Cerebral Malaria and Multi-Organ Dysfunction Caused by Plasmodium vivax in an Adult: A case from Oman with a literature review

Summary

Cerebral malaria is a life-threatening complication most commonly associated with Plasmodium falciparum. To the best of the authors' knowledge, this is the first documented case in Oman of a previously healthy 38-year-old Pakistani male who presented to the Emergency Department of a tertiary care hospital in 2025 with cerebral malaria and multi-organ dysfunction syndrome (MODS) caused by Plasmodium vivax, confirmed by peripheral blood smear and polymerase chain reaction (PCR). The patient was treated with intravenous (IV) artesunate and supportive intensive care, resulting in full neurological recovery. This case highlights the importance of considering P. vivax as a potential cause of severe malaria, even in non-endemic regions.

1. Introduction

According to the World Health Organization's (WHO) World Malaria Report 2023, global malaria cases in 2022 surpassed pre-pandemic levels.¹ Although Oman was certified malaria-free in 2010, sporadic imported cases continue to occur, mainly due to travel from endemic areas such as the Indian subcontinent and sub-Saharan Africa.² Since 2013, only isolated locally acquired cases have been reported, and prompt responses have prevented the re-establishment of transmission.²

Cerebral malaria, most commonly caused by Plasmodium falciparum, presents with altered consciousness, seizures, and coma, and carries high morbidity and mortality—particularly in sub-Saharan Africa.³ While Plasmodium vivax has historically been considered less virulent, growing evidence shows that it can cause severe disease, including cerebral malaria, particularly in vulnerable groups such as children and pregnant women, and occasionally in adults.^4,5 Approximately 12.5% of severe P. vivax cases involve cerebral symptoms,⁶ with features including encephalopathy, seizures, hepatic and renal dysfunction, and multi-organ failure. Although mortality remains relatively low (∼0.56%),⁵ fatalities have been reported, with documented cases emerging from India, Pakistan, Sudan, and other endemic regions.^7,8

2. Case report

A 38-year-old Pakistani male presented to the Emergency Department at a tertiary care hospital in 2025 with a one-day history of fever, headache, vomiting, and subsequent altered mental status. He had no known medical comorbidities, was not on regular medication, and had no history of recent hospitalisation. His last travel to Pakistan had been approximately one year prior.
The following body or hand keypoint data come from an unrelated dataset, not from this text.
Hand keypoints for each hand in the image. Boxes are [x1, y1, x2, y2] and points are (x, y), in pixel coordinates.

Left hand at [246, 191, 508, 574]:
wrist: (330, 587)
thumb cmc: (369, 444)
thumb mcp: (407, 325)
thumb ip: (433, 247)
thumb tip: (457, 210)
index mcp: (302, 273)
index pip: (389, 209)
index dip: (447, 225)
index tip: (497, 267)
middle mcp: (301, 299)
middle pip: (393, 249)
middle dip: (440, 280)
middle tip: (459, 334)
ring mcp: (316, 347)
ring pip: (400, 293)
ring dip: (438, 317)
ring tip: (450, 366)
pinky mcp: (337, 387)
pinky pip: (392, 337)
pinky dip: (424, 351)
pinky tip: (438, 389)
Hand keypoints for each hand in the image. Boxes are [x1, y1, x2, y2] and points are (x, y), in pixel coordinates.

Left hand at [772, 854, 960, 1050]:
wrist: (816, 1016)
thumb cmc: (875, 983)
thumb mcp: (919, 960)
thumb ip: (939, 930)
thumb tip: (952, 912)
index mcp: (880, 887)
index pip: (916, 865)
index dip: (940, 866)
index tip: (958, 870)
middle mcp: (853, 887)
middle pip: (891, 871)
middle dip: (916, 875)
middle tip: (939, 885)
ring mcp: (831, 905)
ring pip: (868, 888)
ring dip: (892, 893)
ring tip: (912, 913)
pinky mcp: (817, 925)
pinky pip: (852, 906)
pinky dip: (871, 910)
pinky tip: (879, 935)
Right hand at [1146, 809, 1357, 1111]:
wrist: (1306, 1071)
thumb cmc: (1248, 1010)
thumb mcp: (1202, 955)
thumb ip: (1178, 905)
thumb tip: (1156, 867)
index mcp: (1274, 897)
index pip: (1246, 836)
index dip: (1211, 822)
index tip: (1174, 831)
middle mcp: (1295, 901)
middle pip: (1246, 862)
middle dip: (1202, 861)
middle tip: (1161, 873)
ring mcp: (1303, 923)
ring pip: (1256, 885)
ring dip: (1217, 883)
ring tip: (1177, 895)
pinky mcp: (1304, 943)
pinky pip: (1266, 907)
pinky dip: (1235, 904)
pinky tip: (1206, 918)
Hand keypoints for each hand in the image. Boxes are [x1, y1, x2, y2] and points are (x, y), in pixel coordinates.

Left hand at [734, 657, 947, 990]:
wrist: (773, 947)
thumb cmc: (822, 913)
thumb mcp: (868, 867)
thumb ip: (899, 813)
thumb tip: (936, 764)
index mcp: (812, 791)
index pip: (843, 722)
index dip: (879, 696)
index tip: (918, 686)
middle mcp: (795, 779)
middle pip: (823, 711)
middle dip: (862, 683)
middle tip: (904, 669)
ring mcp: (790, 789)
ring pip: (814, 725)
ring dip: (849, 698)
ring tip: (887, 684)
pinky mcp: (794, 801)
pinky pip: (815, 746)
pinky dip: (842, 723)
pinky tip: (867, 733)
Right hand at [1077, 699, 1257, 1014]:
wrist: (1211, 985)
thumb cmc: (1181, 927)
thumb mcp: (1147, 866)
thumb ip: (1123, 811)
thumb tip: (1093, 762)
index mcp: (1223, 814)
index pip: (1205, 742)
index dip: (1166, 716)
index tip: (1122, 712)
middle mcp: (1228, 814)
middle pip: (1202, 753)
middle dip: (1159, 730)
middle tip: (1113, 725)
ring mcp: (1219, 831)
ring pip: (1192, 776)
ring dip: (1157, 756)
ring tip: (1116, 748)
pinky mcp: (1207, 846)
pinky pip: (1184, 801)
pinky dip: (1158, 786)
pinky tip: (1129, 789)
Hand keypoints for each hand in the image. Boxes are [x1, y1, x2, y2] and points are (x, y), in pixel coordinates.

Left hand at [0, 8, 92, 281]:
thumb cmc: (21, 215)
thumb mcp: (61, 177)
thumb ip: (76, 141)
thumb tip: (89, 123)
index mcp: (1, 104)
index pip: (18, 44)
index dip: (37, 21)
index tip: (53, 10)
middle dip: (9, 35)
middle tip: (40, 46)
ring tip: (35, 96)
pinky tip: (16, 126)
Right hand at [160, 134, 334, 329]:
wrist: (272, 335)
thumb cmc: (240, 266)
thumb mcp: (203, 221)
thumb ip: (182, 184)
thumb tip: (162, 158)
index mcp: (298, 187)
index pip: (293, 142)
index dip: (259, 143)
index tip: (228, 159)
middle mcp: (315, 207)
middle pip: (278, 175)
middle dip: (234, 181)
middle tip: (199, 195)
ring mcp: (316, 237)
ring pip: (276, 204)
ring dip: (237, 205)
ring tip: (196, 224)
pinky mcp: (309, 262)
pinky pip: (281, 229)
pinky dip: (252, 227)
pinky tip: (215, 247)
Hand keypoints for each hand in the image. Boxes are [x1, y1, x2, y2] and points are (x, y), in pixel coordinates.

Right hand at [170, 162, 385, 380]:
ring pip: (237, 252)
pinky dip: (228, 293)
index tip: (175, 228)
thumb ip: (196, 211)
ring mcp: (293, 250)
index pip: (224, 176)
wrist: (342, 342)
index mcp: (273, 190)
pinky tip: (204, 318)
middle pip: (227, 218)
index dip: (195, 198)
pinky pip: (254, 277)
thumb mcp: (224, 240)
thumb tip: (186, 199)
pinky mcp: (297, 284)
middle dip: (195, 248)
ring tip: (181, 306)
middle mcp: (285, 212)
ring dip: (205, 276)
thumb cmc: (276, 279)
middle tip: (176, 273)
On arrival, his Glasgow Coma Scale score was 10 out of 15 (E3, V3, M4). He was febrile (40 °C), tachypnoeic (respiratory rate: 32 breaths/min), and tachycardic (heart rate: 180 bpm). Pupils were dilated with sluggish reactivity. Arterial blood gas analysis revealed metabolic acidosis (pH 7.25, HCO₃^- 12 mmol/L, pCO₂ 28 mmHg) with elevated lactate (14.4 mmol/L). Laboratory investigations showed thrombocytopenia (82 × 10³/μL; reference range 150–450 × 10³/μL), acute kidney injury (creatinine 221 μmol/L; reference range: 62–106 μmol/L), and elevated liver enzymes: alanine aminotransferase 73 U/L (reference range 4–40 U/L) and alkaline phosphatase 136 U/L (reference range: 36–104 U/L). Total bilirubin was elevated at 30 μmol/L (reference range: 3–19 μmol/L). There were no signs of active haemolysis, and the peripheral smear showed no schistocytes. Troponin T was significantly elevated at 557 ng/L (reference range: 0–14 ng/L). Electrocardiogram revealed sinus tachycardia without ischaemic changes. Transthoracic echocardiography showed preserved left ventricular ejection fraction with grade 2 diastolic dysfunction. A non-contrast computed tomography scan of the brain was unremarkable.

Following the initial evaluation in the ED, his clinical condition deteriorated and he developed supraventricular tachycardia, which responded to synchronised cardioversion and two doses of intravenous (IV) verapamil (5 mg each). He subsequently experienced generalised tonic–clonic seizures, which did not respond to two doses of IV diazepam (5 mg each); however, seizure activity ceased following a loading dose of IV levetiracetam (300 mg). He was sedated with a fentanyl infusion (150–200 μg/hr) and subsequently intubated due to persistent impaired consciousness following the seizures. Mechanical ventilation was initiated in synchronised intermittent mandatory ventilation mode with a tidal volume of 490 mL, respiratory rate 18 breaths/min, positive end-expiratory pressure 5 cm H₂O, and fractional inspired oxygen 40%. The patient was transferred to the neurocritical care unit (NCCU) with a working diagnosis of meningoencephalitis complicated by multi-organ dysfunction syndrome (MODS).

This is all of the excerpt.